What to produce:
Return only the lines of the data below from the line with "index tip: (570, 469)" up to and including the line with "pinky pip: (46, 323)", exactly as written, with the pictures omitted.

[Data items]
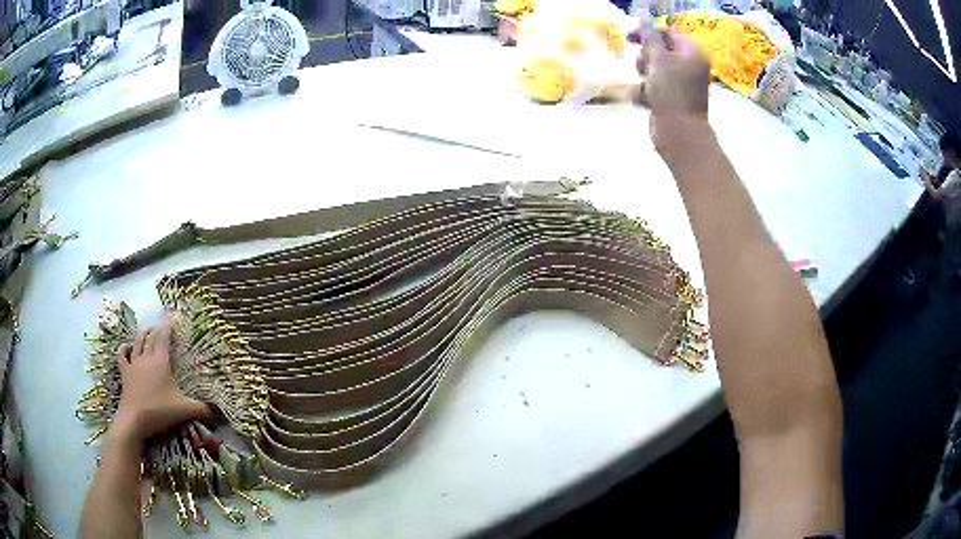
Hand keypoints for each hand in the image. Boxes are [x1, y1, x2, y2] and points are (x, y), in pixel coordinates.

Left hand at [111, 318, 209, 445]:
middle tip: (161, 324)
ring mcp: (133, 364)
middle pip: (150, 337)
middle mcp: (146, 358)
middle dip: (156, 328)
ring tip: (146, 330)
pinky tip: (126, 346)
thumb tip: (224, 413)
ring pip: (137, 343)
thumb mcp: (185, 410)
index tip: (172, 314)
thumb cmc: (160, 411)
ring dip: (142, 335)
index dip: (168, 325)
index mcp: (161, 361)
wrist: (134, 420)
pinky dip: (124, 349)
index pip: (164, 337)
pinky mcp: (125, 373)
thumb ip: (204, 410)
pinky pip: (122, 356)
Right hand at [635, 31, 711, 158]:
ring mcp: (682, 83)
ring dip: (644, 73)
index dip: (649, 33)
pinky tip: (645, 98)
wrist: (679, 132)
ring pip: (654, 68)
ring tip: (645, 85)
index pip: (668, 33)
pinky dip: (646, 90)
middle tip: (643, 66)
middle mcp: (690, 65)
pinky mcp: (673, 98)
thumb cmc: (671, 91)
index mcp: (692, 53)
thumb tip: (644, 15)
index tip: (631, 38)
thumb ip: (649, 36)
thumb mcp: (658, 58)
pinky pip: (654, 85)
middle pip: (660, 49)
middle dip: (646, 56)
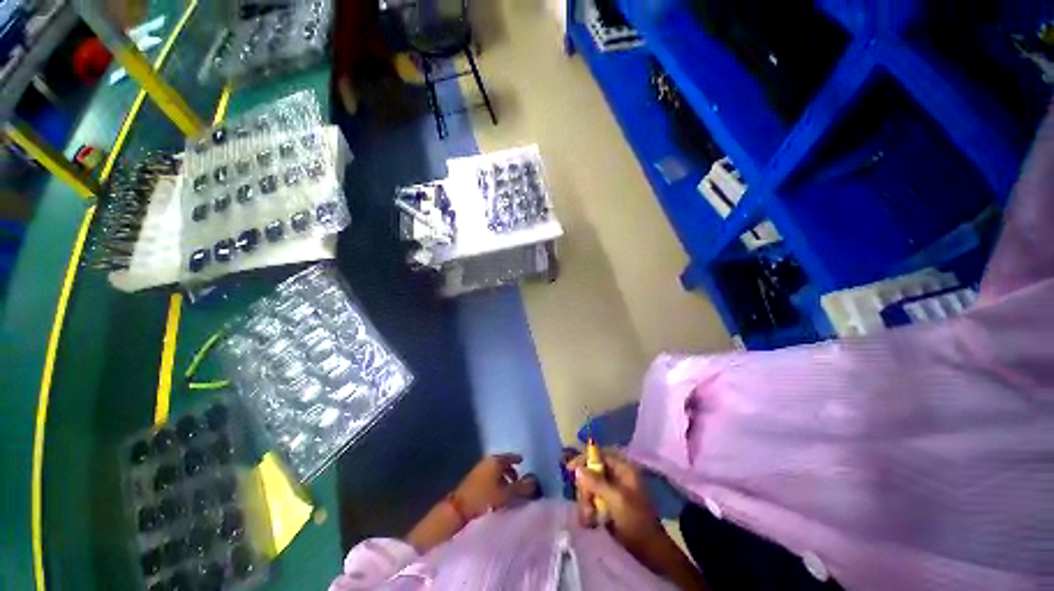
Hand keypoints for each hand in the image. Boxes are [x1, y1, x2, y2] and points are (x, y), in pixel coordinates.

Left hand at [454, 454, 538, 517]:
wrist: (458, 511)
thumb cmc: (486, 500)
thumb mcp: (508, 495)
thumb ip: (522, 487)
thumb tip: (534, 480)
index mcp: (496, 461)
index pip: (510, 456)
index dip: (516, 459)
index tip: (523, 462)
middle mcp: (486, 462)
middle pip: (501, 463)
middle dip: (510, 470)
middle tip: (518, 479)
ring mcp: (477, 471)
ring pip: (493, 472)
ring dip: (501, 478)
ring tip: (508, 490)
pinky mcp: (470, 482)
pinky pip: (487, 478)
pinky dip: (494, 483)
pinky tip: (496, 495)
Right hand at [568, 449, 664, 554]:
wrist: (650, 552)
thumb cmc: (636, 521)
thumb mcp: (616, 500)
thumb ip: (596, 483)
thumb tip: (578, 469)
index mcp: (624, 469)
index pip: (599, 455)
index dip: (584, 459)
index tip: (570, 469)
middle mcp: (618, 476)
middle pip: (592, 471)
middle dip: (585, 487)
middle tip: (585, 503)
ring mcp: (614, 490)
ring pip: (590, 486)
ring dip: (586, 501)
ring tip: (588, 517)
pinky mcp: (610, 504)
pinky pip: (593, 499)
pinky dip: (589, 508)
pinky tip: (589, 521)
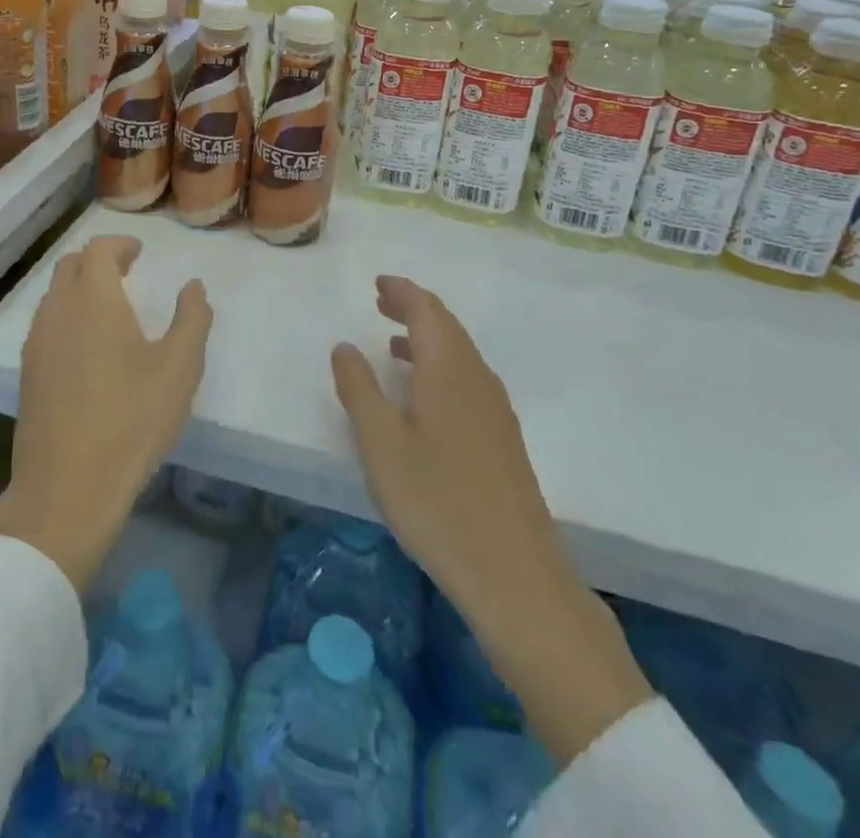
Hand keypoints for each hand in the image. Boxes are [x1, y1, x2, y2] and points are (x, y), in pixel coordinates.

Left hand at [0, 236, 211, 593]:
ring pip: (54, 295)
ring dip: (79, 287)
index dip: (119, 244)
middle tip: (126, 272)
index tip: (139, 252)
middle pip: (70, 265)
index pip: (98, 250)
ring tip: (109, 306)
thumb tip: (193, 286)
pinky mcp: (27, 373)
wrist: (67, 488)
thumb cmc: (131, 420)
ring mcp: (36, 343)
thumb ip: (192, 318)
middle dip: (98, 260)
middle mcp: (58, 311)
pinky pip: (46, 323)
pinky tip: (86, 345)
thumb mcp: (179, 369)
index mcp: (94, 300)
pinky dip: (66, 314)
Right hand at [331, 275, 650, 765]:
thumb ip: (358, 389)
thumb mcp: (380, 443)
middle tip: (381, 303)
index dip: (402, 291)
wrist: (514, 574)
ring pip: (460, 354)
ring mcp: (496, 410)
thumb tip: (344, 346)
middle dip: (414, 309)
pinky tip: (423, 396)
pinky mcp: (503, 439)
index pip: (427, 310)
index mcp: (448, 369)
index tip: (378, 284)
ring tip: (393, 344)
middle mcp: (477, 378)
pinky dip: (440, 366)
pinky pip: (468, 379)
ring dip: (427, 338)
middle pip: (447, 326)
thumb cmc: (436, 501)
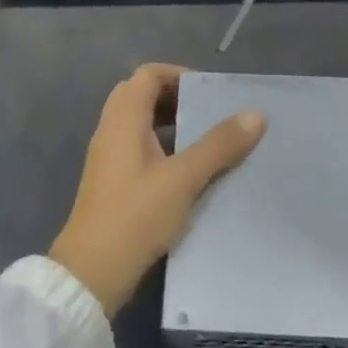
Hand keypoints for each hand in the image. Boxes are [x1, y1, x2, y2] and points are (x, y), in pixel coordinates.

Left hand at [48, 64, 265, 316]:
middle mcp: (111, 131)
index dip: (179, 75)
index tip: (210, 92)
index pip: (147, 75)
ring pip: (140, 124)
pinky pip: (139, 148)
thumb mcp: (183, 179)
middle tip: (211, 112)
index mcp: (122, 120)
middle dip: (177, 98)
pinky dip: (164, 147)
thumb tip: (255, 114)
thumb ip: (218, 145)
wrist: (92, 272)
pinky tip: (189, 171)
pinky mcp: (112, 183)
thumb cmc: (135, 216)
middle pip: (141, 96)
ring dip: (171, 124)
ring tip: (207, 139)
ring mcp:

Solution to this exercise:
index tip: (570, 469)
middle mcp: (618, 476)
middle pip: (592, 471)
middle dip: (585, 487)
middle tip: (585, 503)
ring mcp: (614, 490)
ring pip: (590, 486)
ring dip: (586, 501)
ring tip: (588, 517)
pinky mcp: (610, 504)
pinky pip: (593, 499)
pinky dip: (589, 508)
pinky tip: (589, 521)
Hand keypoints for each hand in the image. Boxes are [x1, y1, x2, y2] and points are (x, y), in pixel coordinates.

Left hand at [0, 236, 211, 593]:
ring pip: (54, 295)
ring dip: (79, 287)
index dip: (119, 244)
middle tip: (126, 272)
index tip: (139, 252)
middle pip: (70, 265)
index pip: (98, 250)
ring tip: (109, 306)
thumb tip: (193, 286)
pinky mcp: (27, 373)
wrist: (67, 488)
thumb cmc: (131, 420)
ring mcp: (36, 343)
thumb ip: (192, 318)
middle dip: (98, 260)
middle mcp: (58, 311)
pinky pip: (46, 323)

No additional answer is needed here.